Hay un dicho continuamente repetido por no pocos de los situados en el relativismo modernista: “Todas las religiones son iguales” ¿Cómo puede sostener tal falacia usted que, a nada que repare en las noticias del día, puede observar cómo, en nombre de la propia religión, unos asesinan y persiguen mientras que otros defienden y acogen, aunque esto último sea con ciertas reticencias que, al final, verá usted cómo se resuelven?
Se nos responderá que no todos éstos que defienden y acogen a los refugiados son cristianos. Por supuesto que así es; pero también es verdad que, de una forma u otra y a los largo de los siglos, superando mil y una vicisitudes, reconózcanlo o no, sigue en la mayoría de sus conciencias un más o menos fuerte eco de aquello que precisó de forma categórica el Divino Maestro: “se reconocerá que sois discípulos míos en que os amaréis los unos de los otros” (Jn. 13,35), los mismos a los que, al final de los tiempos, dirá: “porque tuve hambre y me diste de comer…, era forastero y me acogiste” (Mt. 25,35).
Ni la “Ley del Talión” -el ciego sectarismo- ni la “pasividad” de tantos que ven bajo el mismo prisma a todas las religiones vienen al caso para resolver el masivo éxodo consecuencia de la persecución de unos desalmados y bien pertrechados fundamentalistas. Éstos, de rondón, a fuerza de crueldad y al amparo de subterráneos intereses, están imponiendo una bárbara satrapía en lo que antaño fueron territorios medianamente pacíficos -aunque con sus problemas que, muy probablemente, las llamadas democracias occidentales debieran haber tratado de otra manera-. El hecho actual es que una oleada de sangre y fuego asola parte de la tierra que es de todos y que, por lo mismo, a todos nos afecta ese sobrevenido problema que requiere grandes dosis de buena voluntad para ser resuelto.
Llaman a la puerta y la Unión Europea puede, debe y, tras agobiantes disquisiciones, seguro que responderá en virtud de lo que en ella sigue un aún vivo: el rescoldo del Cristianismo, un valor que es parte fundamental de su Historia y persistente garantía de su actual forma de vivir.

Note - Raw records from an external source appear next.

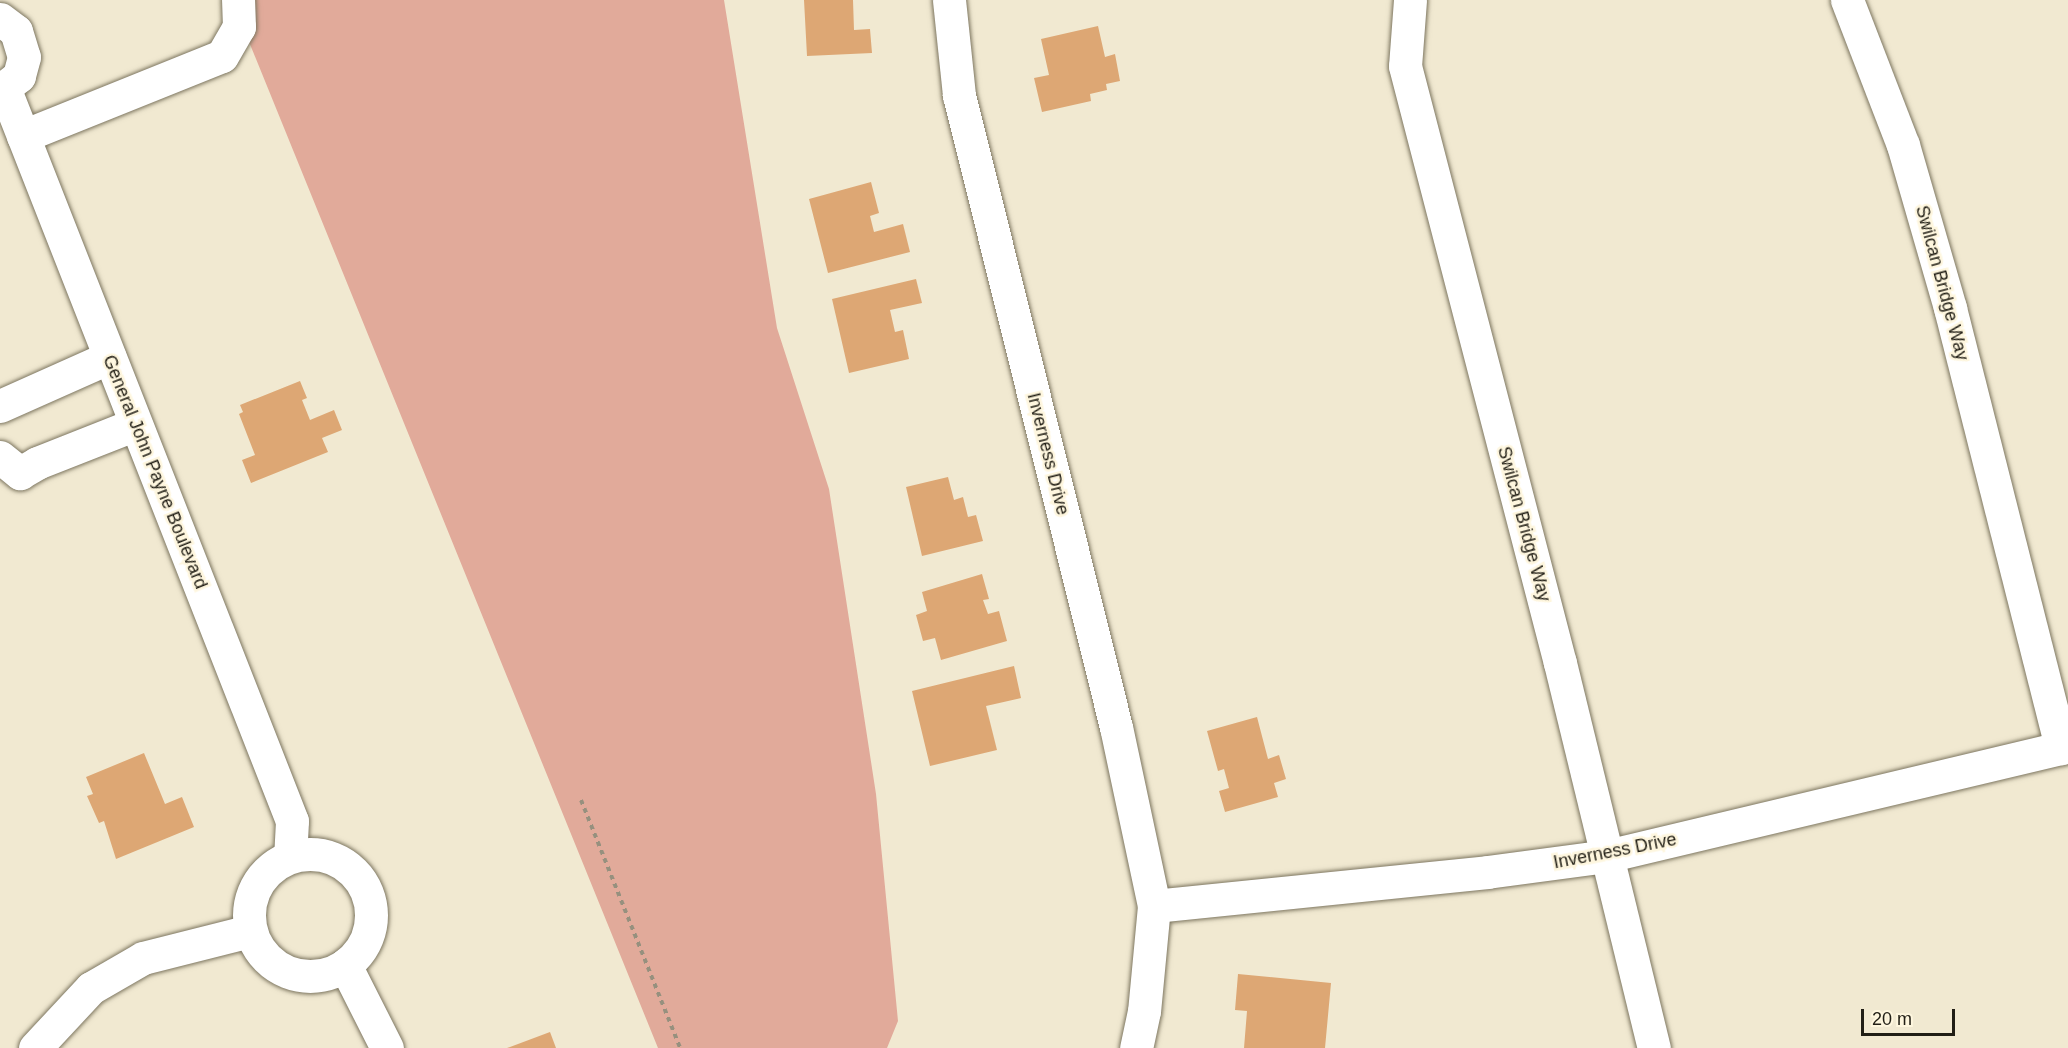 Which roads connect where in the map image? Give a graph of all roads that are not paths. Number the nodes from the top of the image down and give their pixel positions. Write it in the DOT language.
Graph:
graph roads {
  1 [pos="238,0"];
  2 [pos="949,0"];
  3 [pos="1410,0"];
  4 [pos="1847,0"];
  5 [pos="0,19"];
  6 [pos="2,91"];
  7 [pos="23,136"];
  8 [pos="110,357"];
  9 [pos="0,406"];
  10 [pos="136,424"];
  11 [pos="0,457"];
  12 [pos="2065,747"];
  13 [pos="290,856"];
  14 [pos="1607,856"];
  15 [pos="1154,906"];
  16 [pos="250,931"];
  17 [pos="345,965"];
  18 [pos="35,1048"];
  19 [pos="387,1048"];
  20 [pos="1136,1048"];
  21 [pos="1654,1048"];
  1 -- 7 [label="street"];
  2 -- 15 [label="street, Inverness Drive"];
  3 -- 14 [label="street, Swilcan Bridge Way"];
  4 -- 12 [label="street, Swilcan Bridge Way"];
  5 -- 6 [label="street, General John Payne Boulevard"];
  6 -- 7 [label="street, General John Payne Boulevard"];
  7 -- 8 [label="street, General John Payne Boulevard"];
  8 -- 9 [label="street"];
  8 -- 10 [label="street, General John Payne Boulevard"];
  10 -- 11 [label="street"];
  10 -- 13 [label="street, General John Payne Boulevard"];
  12 -- 14 [label="street, Inverness Drive"];
  13 -- 16 [label="street"];
  13 -- 17 [label="street"];
  14 -- 15 [label="street, Inverness Drive"];
  14 -- 21 [label="street, Swilcan Bridge Way"];
  15 -- 20 [label="street, Inverness Drive"];
  16 -- 17 [label="street"];
  16 -- 18 [label="street"];
  17 -- 19 [label="street"];
}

Claro que de muy poco servirán las decisiones políticas si, en la parte que nos toca, no asumimos la responsabilidad de acoger como hermanos a todos de los que huyen de tanta calamidad e, incluso, de un inmisericorde martirio. Sobran, pues, las evasiones demagógicas y se impone una actitud realmente cristiana tanto por parte de los poderes europeos y nacionales como de los ciudadanos que presumimos de cristianos.